If the patient is able to support itself on its limbs, it is best kept in a sling to avoid the formation of sloughs and sores. If it cannot so support itself a very thick soft bed of litter is essential to avoid the sloughing and septic poisoning. Food must be laxative and easily digestible such as mashes, hay tea, and boiled or pulped roots. Fresh green grass may be employed when obtainable.

During convalescence a course of bitters with calcium phosphate and carefully regulated exercise are important. In tardy cases Trasbot especially recommends cauterization.

SPINAL MENINGITIS.

Complex cases. Microbian invasion. Lowered vital tone. Traumas. Poisons, parasites, tubercle, rheumatism, neoplasms, poisonous food. Symptoms: Stiffness, tonic contraction, spasms, hyperæsthesia with warmth, enuresis, paralysis later. Treatment: parallel to myelitis; cold, anodynes, nerve sedatives, and antispasmodics, saline purgatives, diuretics. Iodine, electricity, cauterization.

It is often difficult to distinguish between spinal myelitis and meningitis in the lower animals, and the danger of confusion is greater because the two affections are often conjoined. Attacks appear to be often associated with microbian invasion of the membranes, but in its turn this is often favored by the lowered tone of the membranes through mechanical injury, circulatory disorder, trophic changes, or the action of poisons in the blood. Thus the condition may supervene on fractures, partial dislocations or sprains of the neck, back or loins, abscesses pressing on the spine, extension of septic inflammation from poll evil, fistulous withers, or arthritis of the vertebræ, penetration of the membranes by sharp pointed bodies (Reindl found a darning needle in a cow’s spinal canal), invasion by microbes in influenza, brust-seuche, dourine, rabies, milk sickness, distemper, pyæmia, septicæmia, strangles, louping ill, or Texas fever.

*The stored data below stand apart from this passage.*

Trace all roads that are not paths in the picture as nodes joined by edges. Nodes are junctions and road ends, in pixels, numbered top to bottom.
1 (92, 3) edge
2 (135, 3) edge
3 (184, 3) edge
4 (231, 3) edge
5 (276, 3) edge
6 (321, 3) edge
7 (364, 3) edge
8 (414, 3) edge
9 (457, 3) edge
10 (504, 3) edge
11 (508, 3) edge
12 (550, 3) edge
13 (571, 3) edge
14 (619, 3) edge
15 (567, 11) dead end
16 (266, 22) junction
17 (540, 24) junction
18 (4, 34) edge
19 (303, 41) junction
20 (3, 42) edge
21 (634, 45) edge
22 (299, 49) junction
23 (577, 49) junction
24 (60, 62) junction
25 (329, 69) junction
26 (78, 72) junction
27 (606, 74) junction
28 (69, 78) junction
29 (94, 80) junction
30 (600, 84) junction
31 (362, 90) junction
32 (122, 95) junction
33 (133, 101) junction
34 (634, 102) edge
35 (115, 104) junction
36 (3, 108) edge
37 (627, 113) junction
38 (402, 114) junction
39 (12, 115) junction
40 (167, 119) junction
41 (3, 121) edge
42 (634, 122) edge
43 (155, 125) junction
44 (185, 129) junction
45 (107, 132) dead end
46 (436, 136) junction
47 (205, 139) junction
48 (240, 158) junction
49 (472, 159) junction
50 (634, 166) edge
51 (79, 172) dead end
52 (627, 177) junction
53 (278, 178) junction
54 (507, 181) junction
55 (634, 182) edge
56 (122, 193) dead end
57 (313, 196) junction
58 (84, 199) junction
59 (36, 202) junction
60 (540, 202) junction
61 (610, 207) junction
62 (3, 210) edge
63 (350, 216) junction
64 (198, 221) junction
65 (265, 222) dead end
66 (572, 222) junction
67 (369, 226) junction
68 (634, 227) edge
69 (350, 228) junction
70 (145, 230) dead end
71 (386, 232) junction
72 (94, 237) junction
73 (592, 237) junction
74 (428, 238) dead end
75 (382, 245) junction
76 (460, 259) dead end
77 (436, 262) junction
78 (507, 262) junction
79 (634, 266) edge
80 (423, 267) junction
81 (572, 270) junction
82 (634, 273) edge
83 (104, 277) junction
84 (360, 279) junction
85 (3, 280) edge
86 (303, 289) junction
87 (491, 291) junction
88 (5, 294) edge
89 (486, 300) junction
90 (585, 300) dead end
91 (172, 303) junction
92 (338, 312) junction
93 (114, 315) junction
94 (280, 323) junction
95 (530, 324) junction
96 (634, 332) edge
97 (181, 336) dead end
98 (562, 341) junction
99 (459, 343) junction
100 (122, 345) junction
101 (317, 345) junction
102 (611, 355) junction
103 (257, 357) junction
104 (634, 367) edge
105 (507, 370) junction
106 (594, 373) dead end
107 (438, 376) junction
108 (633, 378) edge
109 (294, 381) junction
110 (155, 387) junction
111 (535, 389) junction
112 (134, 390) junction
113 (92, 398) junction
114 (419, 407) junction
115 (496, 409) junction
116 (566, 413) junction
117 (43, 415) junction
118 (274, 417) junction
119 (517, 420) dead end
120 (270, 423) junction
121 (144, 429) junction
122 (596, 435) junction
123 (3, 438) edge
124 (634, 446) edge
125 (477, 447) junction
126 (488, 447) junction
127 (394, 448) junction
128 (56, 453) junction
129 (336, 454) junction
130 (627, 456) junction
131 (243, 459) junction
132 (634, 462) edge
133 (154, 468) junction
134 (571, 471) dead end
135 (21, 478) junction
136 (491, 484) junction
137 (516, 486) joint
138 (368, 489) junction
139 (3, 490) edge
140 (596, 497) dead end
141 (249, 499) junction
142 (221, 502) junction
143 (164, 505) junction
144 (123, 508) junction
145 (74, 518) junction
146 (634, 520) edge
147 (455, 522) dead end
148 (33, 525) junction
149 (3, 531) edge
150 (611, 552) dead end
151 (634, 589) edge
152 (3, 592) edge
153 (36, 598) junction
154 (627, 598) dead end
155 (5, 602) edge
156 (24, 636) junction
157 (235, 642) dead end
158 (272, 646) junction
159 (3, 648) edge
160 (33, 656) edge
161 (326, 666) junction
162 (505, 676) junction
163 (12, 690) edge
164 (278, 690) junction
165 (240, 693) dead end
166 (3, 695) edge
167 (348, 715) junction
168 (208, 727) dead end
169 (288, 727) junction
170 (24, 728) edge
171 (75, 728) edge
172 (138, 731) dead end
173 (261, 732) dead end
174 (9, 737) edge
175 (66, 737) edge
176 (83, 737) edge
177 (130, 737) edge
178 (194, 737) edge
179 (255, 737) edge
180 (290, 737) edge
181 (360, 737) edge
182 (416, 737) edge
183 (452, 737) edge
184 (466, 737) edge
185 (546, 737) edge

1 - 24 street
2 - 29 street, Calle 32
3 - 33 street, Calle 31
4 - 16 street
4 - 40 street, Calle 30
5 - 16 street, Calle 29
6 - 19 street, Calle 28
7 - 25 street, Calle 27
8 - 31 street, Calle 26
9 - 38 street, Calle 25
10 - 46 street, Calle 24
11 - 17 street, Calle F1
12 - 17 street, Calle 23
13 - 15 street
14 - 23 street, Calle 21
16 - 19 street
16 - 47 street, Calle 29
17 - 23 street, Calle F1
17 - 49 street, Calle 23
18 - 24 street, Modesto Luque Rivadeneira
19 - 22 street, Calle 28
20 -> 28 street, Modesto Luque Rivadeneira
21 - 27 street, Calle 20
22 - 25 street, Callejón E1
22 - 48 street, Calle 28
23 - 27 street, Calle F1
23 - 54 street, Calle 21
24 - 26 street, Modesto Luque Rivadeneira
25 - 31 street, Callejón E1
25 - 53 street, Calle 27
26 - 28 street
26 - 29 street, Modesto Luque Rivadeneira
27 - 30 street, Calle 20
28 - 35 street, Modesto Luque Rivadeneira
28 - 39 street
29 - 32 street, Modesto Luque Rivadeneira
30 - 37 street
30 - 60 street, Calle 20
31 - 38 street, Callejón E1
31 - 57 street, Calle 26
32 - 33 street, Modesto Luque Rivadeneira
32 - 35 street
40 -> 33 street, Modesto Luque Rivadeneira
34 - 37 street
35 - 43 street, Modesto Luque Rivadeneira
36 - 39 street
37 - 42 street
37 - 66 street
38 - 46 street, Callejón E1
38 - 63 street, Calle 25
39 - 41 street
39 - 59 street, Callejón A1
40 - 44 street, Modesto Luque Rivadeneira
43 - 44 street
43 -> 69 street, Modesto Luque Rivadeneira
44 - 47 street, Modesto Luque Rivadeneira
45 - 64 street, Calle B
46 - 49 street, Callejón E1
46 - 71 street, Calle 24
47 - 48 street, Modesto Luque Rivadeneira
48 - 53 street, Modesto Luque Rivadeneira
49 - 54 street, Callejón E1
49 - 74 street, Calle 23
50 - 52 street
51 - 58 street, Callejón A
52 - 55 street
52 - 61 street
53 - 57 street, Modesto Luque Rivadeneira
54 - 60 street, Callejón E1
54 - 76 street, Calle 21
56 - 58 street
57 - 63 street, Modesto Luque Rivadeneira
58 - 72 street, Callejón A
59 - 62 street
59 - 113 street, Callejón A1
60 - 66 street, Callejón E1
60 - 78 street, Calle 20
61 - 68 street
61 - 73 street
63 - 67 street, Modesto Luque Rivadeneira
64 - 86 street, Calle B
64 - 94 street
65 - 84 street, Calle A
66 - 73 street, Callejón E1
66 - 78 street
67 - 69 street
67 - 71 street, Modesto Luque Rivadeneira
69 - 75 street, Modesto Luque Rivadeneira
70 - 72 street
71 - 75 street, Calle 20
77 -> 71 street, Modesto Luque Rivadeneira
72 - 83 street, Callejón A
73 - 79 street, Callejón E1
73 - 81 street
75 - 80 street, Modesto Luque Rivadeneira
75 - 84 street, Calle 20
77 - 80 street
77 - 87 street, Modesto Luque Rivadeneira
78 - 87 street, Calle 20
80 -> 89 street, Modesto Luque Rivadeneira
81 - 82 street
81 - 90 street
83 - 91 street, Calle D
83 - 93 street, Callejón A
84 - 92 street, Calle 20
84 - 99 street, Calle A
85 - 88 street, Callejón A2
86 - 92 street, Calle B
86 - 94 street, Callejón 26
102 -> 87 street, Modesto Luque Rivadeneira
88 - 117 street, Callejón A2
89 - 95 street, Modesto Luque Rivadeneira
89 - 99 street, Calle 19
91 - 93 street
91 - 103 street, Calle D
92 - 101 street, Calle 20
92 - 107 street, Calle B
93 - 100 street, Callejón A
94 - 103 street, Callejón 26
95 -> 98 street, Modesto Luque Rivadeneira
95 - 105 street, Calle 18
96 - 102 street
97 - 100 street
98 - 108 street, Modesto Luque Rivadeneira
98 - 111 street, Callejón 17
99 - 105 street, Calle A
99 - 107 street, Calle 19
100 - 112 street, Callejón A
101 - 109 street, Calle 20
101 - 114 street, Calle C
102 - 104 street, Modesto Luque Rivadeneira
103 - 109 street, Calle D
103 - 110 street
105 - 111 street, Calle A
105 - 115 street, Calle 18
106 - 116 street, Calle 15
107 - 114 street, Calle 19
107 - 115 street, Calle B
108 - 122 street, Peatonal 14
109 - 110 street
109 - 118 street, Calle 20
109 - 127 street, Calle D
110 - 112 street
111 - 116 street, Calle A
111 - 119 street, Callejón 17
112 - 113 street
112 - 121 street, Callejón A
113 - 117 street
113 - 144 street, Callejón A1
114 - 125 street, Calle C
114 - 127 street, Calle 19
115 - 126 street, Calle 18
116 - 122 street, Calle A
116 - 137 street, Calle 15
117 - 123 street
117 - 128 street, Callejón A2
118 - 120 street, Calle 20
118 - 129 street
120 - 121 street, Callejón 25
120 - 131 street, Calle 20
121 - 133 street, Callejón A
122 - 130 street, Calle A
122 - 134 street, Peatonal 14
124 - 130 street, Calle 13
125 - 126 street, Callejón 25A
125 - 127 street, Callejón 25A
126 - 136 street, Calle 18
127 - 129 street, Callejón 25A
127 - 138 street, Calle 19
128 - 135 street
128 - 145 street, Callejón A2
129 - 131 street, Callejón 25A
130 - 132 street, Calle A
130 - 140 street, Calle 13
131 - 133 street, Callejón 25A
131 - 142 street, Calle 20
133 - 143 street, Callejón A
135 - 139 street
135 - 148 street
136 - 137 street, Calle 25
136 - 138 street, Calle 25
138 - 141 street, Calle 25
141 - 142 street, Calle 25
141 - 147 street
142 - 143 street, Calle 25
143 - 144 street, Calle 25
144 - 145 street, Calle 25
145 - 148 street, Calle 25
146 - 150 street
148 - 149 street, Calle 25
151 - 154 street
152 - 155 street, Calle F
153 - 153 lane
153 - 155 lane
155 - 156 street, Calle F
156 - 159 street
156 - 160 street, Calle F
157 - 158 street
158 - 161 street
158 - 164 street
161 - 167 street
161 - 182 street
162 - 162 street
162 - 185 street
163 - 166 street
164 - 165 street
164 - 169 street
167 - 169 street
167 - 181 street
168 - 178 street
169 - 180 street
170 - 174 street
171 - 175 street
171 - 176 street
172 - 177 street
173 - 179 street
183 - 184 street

The toxins of tetanus may start similar trouble. The larva of cysticercus cellulosa may cause meningitis in dogs or pigs, the sclerostoma in the soliped, the filaria in dogs and strongle in a variety of animals. Tubercle of the meninges is not unknown, and rheumatism is alleged as a cause. Neoplasms commencing in the cord act in a similar way, and the poisons of rye grass, millet, loco, lupins, tares and vetches may act on the membranes as well as on the myel.

Symptoms. In the main these resemble those of myelitis and are often present at the same time, and it is only necessary to note those which are especially pathognomonic. The early rigors are followed by stiffness of the back shown in rising or walking and aggravated by motion. There may be tonic contraction of the dorsal and lumbar muscles amounting at times to oposthotonos. The muscles of the limbs, chest or abdomen or some part of them may be the seat of tonic or clonic spasm. The skin is usually hypersensitive and this is aggravated by heat. The urine is liable to be retained because of the pain of stretching to micturate. Paralysis usually follows and implies extension to the myel, compression of the cord by reason of exudation, or implication of the spinal nerves at the points of exit. In myelitis on the other hand the spasms may be entirely absent, and paralysis sets in early and extends rapidly according to the seat and extent of the lesion.